I’ve noticed a marked increase in female hiring and teleworking at the federal offices that I frequent.

 
 
 
 
Comment by tangouniform
2016-10-19 20:14:26

What’s funny about all this is that, at least along Wilshire in Koreatown in Los Santos we’re seeing office buildings being converted to high-rent apartments.

 
 
Comment by Raymond K Hessel
2016-10-19 08:47:44

Meanwhile, housing starts have crashed the most in five years.

http://www.zerohedge.com/news/2016-10-19/housing-starts-crash-most-5-years-18-month-lows

Comment by Ben Jones
2016-10-19 08:52:01

‘September housing starts came in 9 percent below August and 12 percent below September 2015, according to the U.S. Census, but those big drops belie a huge improvement for the market, at least in this monthly read. Those numbers are totals, based on both single-family homes, which are desperately needed, and multifamily apartments, which have seen a construction boom over the last three years.’

‘The drop in housing starts was driven entirely by a big swing lower in multifamily construction. That may be a one-month phenomenon, because numbers on multifamily can be swayed dramatically by just a few large-scale apartment developments.’

“Bottom line, the bizarre plunge in multifamily starts is inexplicable but the rise in permits says it was an outlier,” said Peter Boockvar, chief market analyst with the Lindsey Group.’

‘Whatever the case, the apartment market is starting to cool slightly, as thousands of brand new, albeit mostly luxury, units come on line and occupancies start to level off from their climb to historic highs.
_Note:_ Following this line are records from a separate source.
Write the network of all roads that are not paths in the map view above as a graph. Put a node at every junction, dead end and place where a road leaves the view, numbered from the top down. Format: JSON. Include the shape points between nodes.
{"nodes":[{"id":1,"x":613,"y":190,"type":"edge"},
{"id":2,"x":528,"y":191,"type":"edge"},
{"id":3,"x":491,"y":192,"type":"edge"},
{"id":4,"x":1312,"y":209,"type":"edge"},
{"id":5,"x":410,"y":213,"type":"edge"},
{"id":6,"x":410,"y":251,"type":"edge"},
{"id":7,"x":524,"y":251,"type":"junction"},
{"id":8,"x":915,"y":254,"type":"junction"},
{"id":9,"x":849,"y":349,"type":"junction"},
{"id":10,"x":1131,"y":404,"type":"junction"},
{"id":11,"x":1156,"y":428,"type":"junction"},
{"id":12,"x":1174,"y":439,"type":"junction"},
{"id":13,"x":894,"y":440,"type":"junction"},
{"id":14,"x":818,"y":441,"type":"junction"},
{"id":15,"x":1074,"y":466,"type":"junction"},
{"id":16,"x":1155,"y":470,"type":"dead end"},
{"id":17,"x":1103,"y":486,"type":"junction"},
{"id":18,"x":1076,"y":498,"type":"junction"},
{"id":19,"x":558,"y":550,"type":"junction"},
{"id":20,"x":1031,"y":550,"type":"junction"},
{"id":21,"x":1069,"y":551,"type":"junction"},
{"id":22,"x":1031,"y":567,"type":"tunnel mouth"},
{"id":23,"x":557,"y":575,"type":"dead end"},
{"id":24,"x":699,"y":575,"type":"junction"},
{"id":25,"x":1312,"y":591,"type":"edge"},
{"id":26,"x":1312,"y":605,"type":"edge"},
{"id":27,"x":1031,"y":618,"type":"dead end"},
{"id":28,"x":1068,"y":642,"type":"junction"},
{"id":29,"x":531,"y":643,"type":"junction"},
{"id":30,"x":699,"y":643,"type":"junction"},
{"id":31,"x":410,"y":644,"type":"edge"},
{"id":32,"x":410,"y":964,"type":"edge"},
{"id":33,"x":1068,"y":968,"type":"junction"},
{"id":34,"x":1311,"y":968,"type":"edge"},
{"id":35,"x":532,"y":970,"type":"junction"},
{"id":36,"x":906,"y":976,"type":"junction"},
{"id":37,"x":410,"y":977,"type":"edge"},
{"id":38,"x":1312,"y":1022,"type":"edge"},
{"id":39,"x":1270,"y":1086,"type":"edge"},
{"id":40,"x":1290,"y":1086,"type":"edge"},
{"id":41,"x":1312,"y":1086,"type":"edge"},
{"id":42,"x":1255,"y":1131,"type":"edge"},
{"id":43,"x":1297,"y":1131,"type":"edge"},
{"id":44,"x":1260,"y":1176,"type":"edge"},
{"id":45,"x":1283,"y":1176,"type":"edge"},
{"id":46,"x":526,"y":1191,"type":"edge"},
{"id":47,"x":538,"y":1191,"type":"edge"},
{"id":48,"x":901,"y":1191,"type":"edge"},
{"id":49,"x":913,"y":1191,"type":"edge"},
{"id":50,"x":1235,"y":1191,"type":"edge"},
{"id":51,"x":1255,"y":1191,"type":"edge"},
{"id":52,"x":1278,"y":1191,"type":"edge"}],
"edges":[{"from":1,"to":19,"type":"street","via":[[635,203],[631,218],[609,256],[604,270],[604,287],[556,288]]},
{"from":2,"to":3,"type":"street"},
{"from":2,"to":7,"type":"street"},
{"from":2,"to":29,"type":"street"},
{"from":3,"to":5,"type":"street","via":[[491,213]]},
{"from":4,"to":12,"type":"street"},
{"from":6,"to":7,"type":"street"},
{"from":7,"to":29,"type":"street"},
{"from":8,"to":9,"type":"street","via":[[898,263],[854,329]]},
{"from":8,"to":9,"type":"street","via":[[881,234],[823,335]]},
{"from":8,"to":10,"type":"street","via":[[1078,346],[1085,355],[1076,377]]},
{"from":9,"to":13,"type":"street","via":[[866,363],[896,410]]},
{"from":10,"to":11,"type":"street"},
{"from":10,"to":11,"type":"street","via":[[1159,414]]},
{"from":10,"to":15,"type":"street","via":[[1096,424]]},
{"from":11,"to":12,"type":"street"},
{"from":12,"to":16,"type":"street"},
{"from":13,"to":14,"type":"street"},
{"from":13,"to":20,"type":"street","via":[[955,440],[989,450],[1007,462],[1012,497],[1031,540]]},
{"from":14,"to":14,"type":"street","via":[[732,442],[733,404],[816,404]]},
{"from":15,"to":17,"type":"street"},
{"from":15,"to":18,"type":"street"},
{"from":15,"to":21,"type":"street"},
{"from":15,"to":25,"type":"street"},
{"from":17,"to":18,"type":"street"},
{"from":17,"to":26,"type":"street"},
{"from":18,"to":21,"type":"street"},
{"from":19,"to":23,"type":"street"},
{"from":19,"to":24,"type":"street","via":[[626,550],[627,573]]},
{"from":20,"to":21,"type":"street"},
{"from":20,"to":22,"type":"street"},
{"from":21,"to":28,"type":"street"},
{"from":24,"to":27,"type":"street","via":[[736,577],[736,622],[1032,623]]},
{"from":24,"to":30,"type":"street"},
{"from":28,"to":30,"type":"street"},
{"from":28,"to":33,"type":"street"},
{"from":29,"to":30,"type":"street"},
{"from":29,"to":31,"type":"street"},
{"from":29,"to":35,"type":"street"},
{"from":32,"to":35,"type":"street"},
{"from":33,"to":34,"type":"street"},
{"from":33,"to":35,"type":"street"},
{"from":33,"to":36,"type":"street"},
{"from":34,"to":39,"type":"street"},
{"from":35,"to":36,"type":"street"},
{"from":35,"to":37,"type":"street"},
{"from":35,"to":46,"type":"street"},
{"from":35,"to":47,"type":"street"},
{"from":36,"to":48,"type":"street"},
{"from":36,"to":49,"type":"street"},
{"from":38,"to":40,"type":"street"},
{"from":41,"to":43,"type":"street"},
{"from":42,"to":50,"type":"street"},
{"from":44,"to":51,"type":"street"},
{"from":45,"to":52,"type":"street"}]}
Construction reached a cyclical high last year and is only moderating slightly this year.’

‘Single-family home construction, which is what the housing market desperately needs, rose 8 percent for the month and 5 percent from a year ago. That is a positive for a sector that has been wildly conservative following the worst crash in history.’

 
Comment by Rental Watch
2016-10-19 08:52:05

Multi-family starts way down, single family up, overall down to an annual pace (for this month) of less than 1.1MM homes across the country.

Comment by Ben Jones
2016-10-19 08:56:15

I can name multiple cities that have tens of thousands of apartments on the way. You can’t really stop building them. The return is then zero and they’ll rot. Of course, they did just that in Texas in the 80’s. But that couldn’t happen again, because every major bank and S&L failed.

Comment by scdave
2016-10-19 09:20:51

The bay area is around zero for more apartments coming…I do disagree that they’ll rot..The players involved with these big project are Billionaires…And, they quality of construction is very high…Will there be overbuilding and a spike in Vacancy rates…Yep…But, these big boys will cut their rates or more likely incentivize the new tenant along with existing tenants…They have the deep pockets to take rates of return to zero…The thing to keep a eye on is anybody who bought into the B & C apartment market at historical premiums…They could be in for some serious vacancy and downside rents…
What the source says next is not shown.